Gregory Becker said...

I just studied the Munsell models and I think I am closing in on some answers or at least some better questions.
Is it true that the hue,chroma and value of a color can convey perspective?

Boris and Julie said...

Yes, that's one of the most effective ways to show depth in a painting. Closer objects have more saturated color, as well as more tonal contrast. Far away objects are going to be softer in color and contrast, often with the color more greyed down, also usually with cooler colors. The thing about these kinds of "rules", though, is they are good to know, but as an artist gets further along, the same rules can be bent and broken, depending on what you are trying to do with your painting. Some complicated lighting situations can turn these ideas around. For instance, if you have a cool shadowed area in the front of your painting, and warm light in the background, your colors in the shadows towards the front are definitely going to be cooler. Still, it's best to start out with the rules in place and save the fancy stuff for later!

Jen said...

Hi Gregory,

Sorry to jump in once again. I don't know about perspective, but depth; yes. For example: http://3.bp.blogspot.com/_Eiwce13X738/R5L7nYhFV6I/AAAAAAAABW0/2qDS6-iXnOA/s1600-h/Grimshaw_The_Lovers.jpg
note that the areas of the painting that are furthest away from the viewer have little contrast in value and low chroma, while those that are closest have greater contrast in value and higher chroma levels. The hues themselves matter less than the chroma and value in creating the illusion of depth. A similar effect can be found here: http://www.imaginistix.com/details.cfm?Id=381 the mountains stay within a 5-7 value while the values of the figure range from 1-10, making the mountains recede visually with the comparison.

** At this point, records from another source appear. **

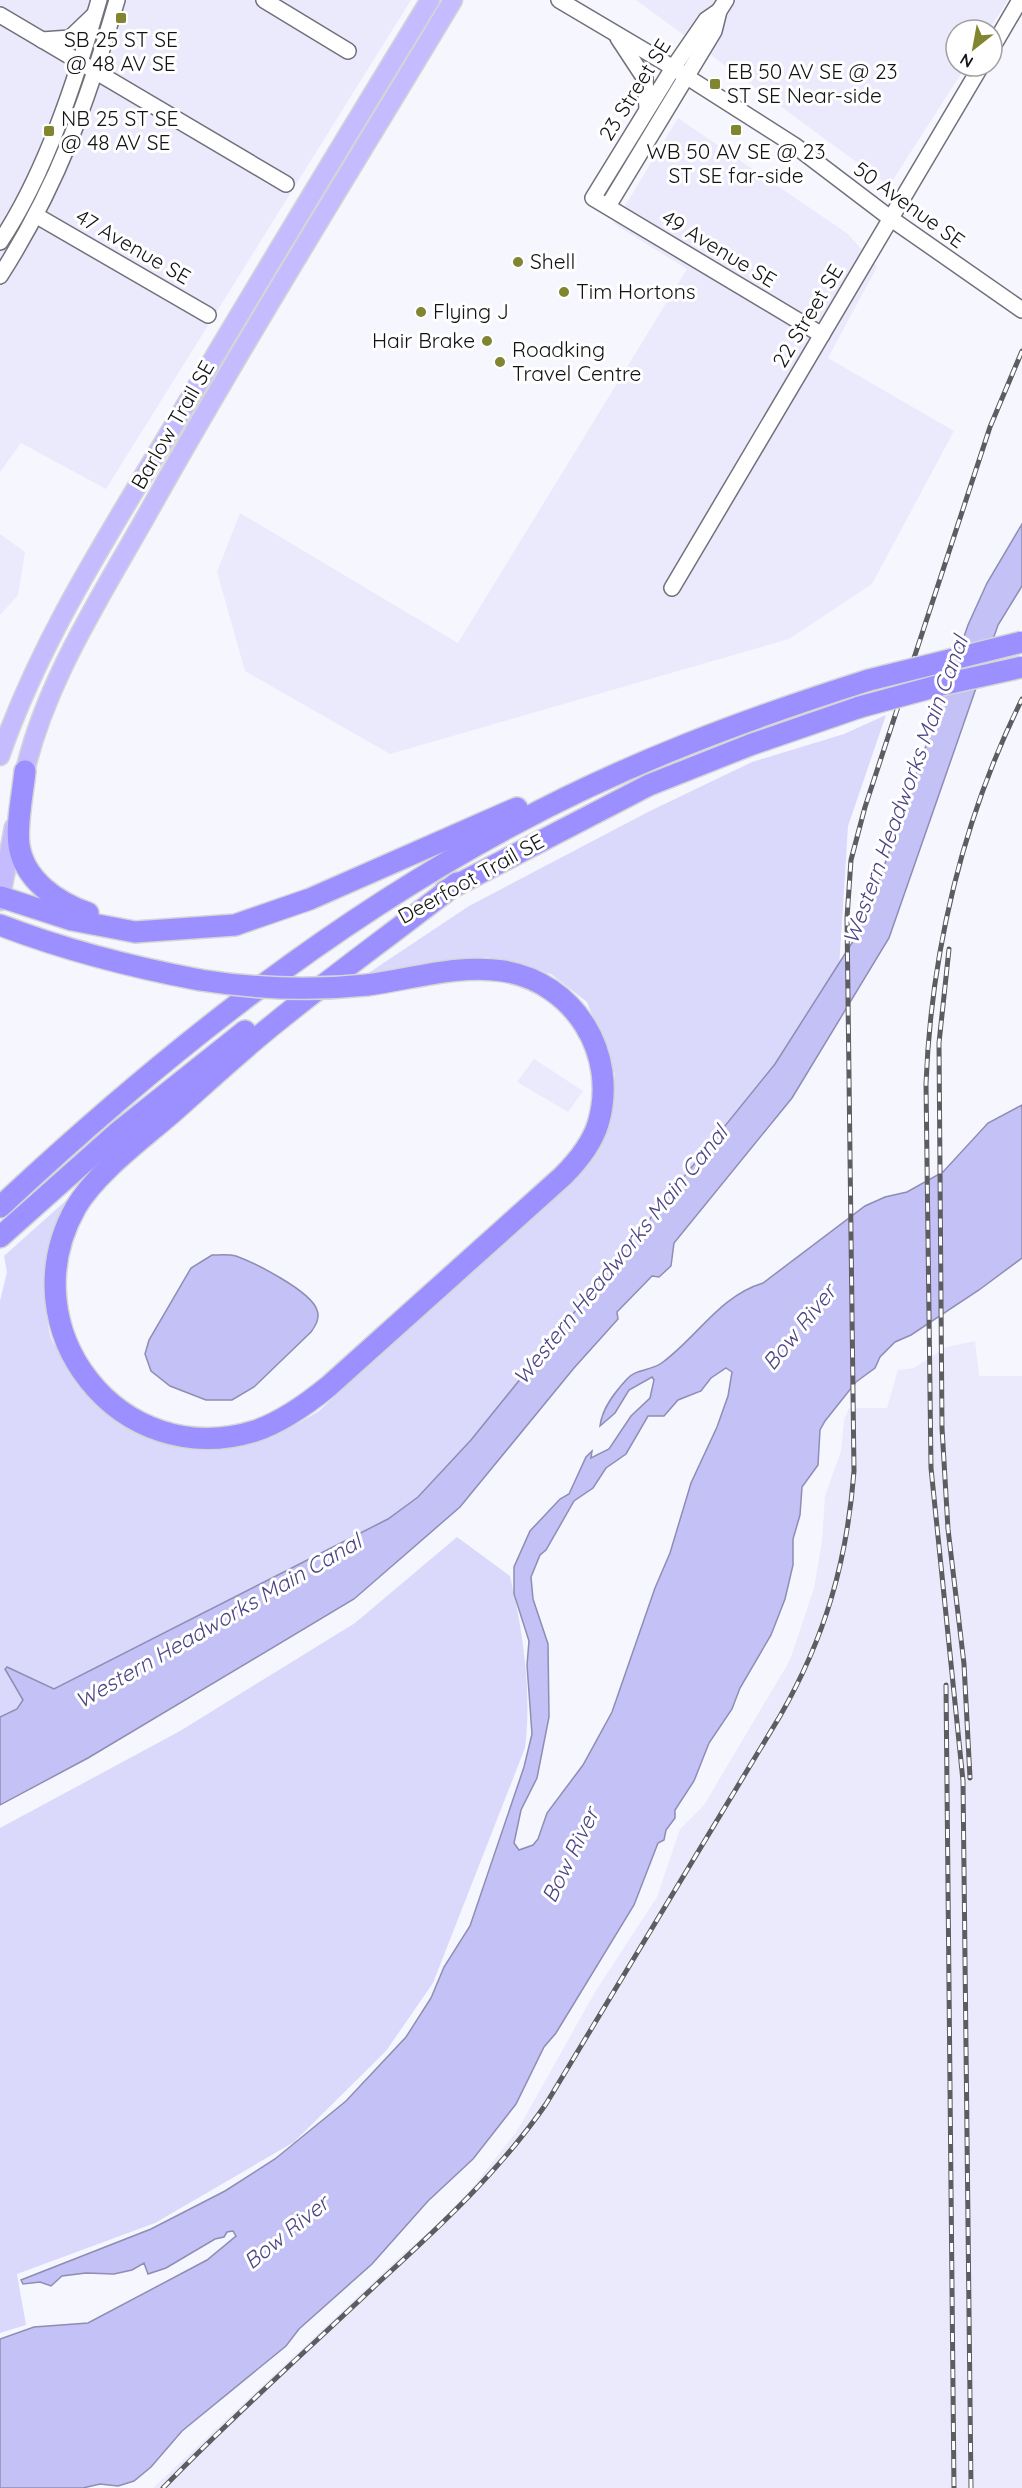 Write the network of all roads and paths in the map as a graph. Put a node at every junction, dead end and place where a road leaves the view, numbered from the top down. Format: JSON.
{"nodes":[{"id":1,"x":117,"y":0,"type":"edge"},
{"id":2,"x":264,"y":0,"type":"edge"},
{"id":3,"x":430,"y":0,"type":"edge"},
{"id":4,"x":453,"y":0,"type":"edge"},
{"id":5,"x":559,"y":0,"type":"edge"},
{"id":6,"x":1020,"y":0,"type":"edge"},
{"id":7,"x":722,"y":5,"type":"edge"},
{"id":8,"x":97,"y":7,"type":"edge"},
{"id":9,"x":0,"y":15,"type":"edge"},
{"id":10,"x":1004,"y":27,"type":"edge"},
{"id":11,"x":614,"y":33,"type":"junction"},
{"id":12,"x":42,"y":40,"type":"junction"},
{"id":13,"x":348,"y":51,"type":"dead end"},
{"id":14,"x":81,"y":63,"type":"junction"},
{"id":15,"x":673,"y":68,"type":"junction"},
{"id":16,"x":96,"y":70,"type":"junction"},
{"id":17,"x":687,"y":77,"type":"junction"},
{"id":18,"x":974,"y":78,"type":"edge"},
{"id":19,"x":647,"y":108,"type":"junction"},
{"id":20,"x":286,"y":184,"type":"dead end"},
{"id":21,"x":593,"y":198,"type":"joint"},
{"id":22,"x":608,"y":206,"type":"junction"},
{"id":23,"x":37,"y":216,"type":"junction"},
{"id":24,"x":890,"y":218,"type":"junction"},
{"id":25,"x":0,"y":242,"type":"edge"},
{"id":26,"x":0,"y":276,"type":"edge"},
{"id":27,"x":1022,"y":310,"type":"edge"},
{"id":28,"x":208,"y":315,"type":"dead end"},
{"id":29,"x":822,"y":335,"type":"junction"},
{"id":30,"x":672,"y":588,"type":"dead end"},
{"id":31,"x":1022,"y":642,"type":"edge"},
{"id":32,"x":1022,"y":667,"type":"edge"},
{"id":33,"x":0,"y":756,"type":"edge"},
{"id":34,"x":25,"y":771,"type":"junction"},
{"id":35,"x":606,"y":779,"type":"junction"},
{"id":36,"x":457,"y":883,"type":"junction"},
{"id":37,"x":0,"y":898,"type":"edge"},
{"id":38,"x":0,"y":925,"type":"edge"},
{"id":39,"x":159,"y":929,"type":"junction"},
{"id":40,"x":0,"y":1207,"type":"edge"},
{"id":41,"x":0,"y":1237,"type":"edge"}],
"edges":[{"from":1,"to":16,"type":"street"},
{"from":2,"to":13,"type":"street"},
{"from":3,"to":33,"type":"main road","name":"Barlow Trail SE"},
{"from":4,"to":34,"type":"main road","name":"Barlow Trail SE"},
{"from":5,"to":11,"type":"street","name":"50 Avenue SE"},
{"from":6,"to":10,"type":"street"},
{"from":7,"to":15,"type":"street","name":"23 Street SE"},
{"from":7,"to":17,"type":"street","name":"23 Street SE"},
{"from":8,"to":12,"type":"street"},
{"from":8,"to":14,"type":"street"},
{"from":9,"to":12,"type":"street"},
{"from":11,"to":15,"type":"street","name":"50 Avenue SE"},
{"from":11,"to":19,"type":"street"},
{"from":12,"to":14,"type":"street"},
{"from":14,"to":16,"type":"street"},
{"from":14,"to":25,"type":"street"},
{"from":15,"to":17,"type":"street","name":"50 Avenue SE"},
{"from":15,"to":19,"type":"street","name":"23 Street SE"},
{"from":16,"to":20,"type":"street"},
{"from":16,"to":23,"type":"street"},
{"from":17,"to":22,"type":"street","name":"23 Street SE"},
{"from":17,"to":24,"type":"street","name":"50 Avenue SE"},
{"from":18,"to":24,"type":"street","name":"22 Street SE"},
{"from":19,"to":21,"type":"street","name":"23 Street SE"},
{"from":21,"to":22,"type":"street","name":"49 Avenue SE"},
{"from":22,"to":29,"type":"street","name":"49 Avenue SE"},
{"from":23,"to":26,"type":"street"},
{"from":23,"to":28,"type":"street","name":"47 Avenue SE"},
{"from":24,"to":27,"type":"street","name":"50 Avenue SE"},
{"from":24,"to":29,"type":"street","name":"22 Street SE"},
{"from":29,"to":30,"type":"street","name":"22 Street SE"},
{"from":31,"to":35,"type":"highway","name":"Deerfoot Trail SE","bridge":true},
{"from":32,"to":36,"type":"highway","name":"Deerfoot Trail SE","bridge":true},
{"from":34,"to":37,"type":"main road","name":"Barlow Trail SE"},
{"from":34,"to":39,"type":"highway"},
{"from":35,"to":39,"type":"highway"},
{"from":35,"to":40,"type":"highway","name":"Deerfoot Trail SE"},
{"from":36,"to":38,"type":"highway","bridge":true},
{"from":36,"to":41,"type":"highway","name":"Deerfoot Trail SE"},
{"from":37,"to":39,"type":"highway"}]}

I hope this helps! You might want to check out James Gurney's blog for his explorations of color: http://gurneyjourney.blogspot.com/search/label/Color I'm still making my way through it and finding it quite informative!

Have you tried the Munsell color test yet? It's actually a lot of fun!

Jen

Gregory Becker said...

I think that I am at least ready to do some studies.
Thank you guys so much for pointing me in the right direction.

I did take the color test. I scored a 4. I am going to continue testing myself until I get a zero.
4 was pretty good though. I did better than I thought I would. You're right it is fun.

Everyone enjoy your day.

Greg

Gregory Becker said...

I just took the Munsell test again and got a perfet score. I've taken the test twice now.
I took the test last night in lamplight and scored a 4.
I took the test today at noon and scored a perfect 0 with just the light of day in my house.
Maybe ideal light conditions play a stronger role than I first thought.

Gregory Becker said...

Boris and Julie, music theory was mentioned. I've played guitar for over twenty years.
When I first started I didn't know how to tune my guitar.
I learned chords and scales from books but never learned how to tune it. No matter what I played it sounded wrong. Then one day a guitarist showed me how to tune it and imediately I was creating music and it sounded good. I've played well ever since. I have a lot of expirience producing emotion through music.
Six strings out of tune does not sound good.
When I think of color...I just want to tune my guitar.
I thought the link between music theory and color theory was a good observation.

NicoleDamon said...

Well, you know what they say about the weather here in TeXas! Great pic Julie!
Nicole~

Mary said...

Thanks, guys! I'm so happy you like the blog. It's my little way of keeping in touch with science even though I wasn't able to make a go at it for a living. I love that you've started one too!